All bubbles aren't the same, or even bubbles...
Dutch Tulip Bulbs, for example, are an expiring commodity vs TSLA which creates wealth & value:
Patented technology, an ever increasing set of products in an ever increasing number of markets AND industries; they're building new factories that'll produce patented products at higher volumes than anyone on the planet ...

Here's a historical, i.e, "long term business" example of a not-a-bubble stock:
We take air travel for granted, but in the 30 YEARS between 1920 and 1950 it was far from certain air travel would even involve airplanes.

During that time, there was a platform war between airships, i.e., dirigibles (you might've noticed those large hangers over at NASA Ames Research / Moffett) and airplanes. In those 30 years (and that's a long-ass time - the majority of our lives) airships were thought to be best for ocean aviation / long distance, and airplanes for mail delivery or short hops.

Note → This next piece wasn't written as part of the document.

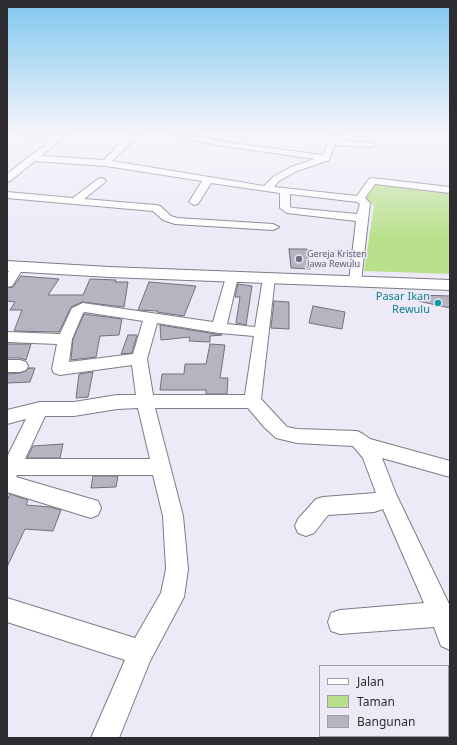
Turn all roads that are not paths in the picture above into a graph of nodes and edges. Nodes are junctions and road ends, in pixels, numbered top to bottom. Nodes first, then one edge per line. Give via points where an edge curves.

In 1928 only 2 aviation companies had publicly listed stock:
Curtiss & Wright; but between 1928 and 1930 an additional 28 companies went public, a BOOM ... kinda sounds like BEV companies right now ... speculators/traders who bet right, won big.

One of them was Frederick Rentschler - a founder of Pratt & Whitney and a partner of William Boeing - He famously invested $253 in a company that would become United Airlines & United Technologies, which by 1934 grew to $30,000,000 (Rentschler stated this figure to a Senate subcommittee in 1934). Was he just lucky? Or maybe, being an industry veteran, he knew what he was investing in and why United would grow so fast and so much - i.e., maybe his analysis about a growth stock was right even if the "fundamentals" weren't!

Given United is still around today (as of 2020 as Raytheon Technologies & United Airlines) and that stake would be worth much, much more, we can't call 1934 United a bubble, right?


My point is, parabolic price does not a bubble make:
Growing companies in growing markets in growing industries create wealth and potentially do this at an increasing velocity - forever.

Is TSLA such a company? but so far they're the first successful company in an expanding industry (energy) profitably making an expanding line of products, in an expanding line of markets, and they can potentially do that forever. How confident are you TSLA isn't a United Technologies / United Airlines? Or more?

In short, one can make a very reasonable "long term business" data-driven argument that TSLA's current price is actually a bargain!

That is, when you analyze your guess with historical data (i.e, "long term business" data), it can look like a bad guess.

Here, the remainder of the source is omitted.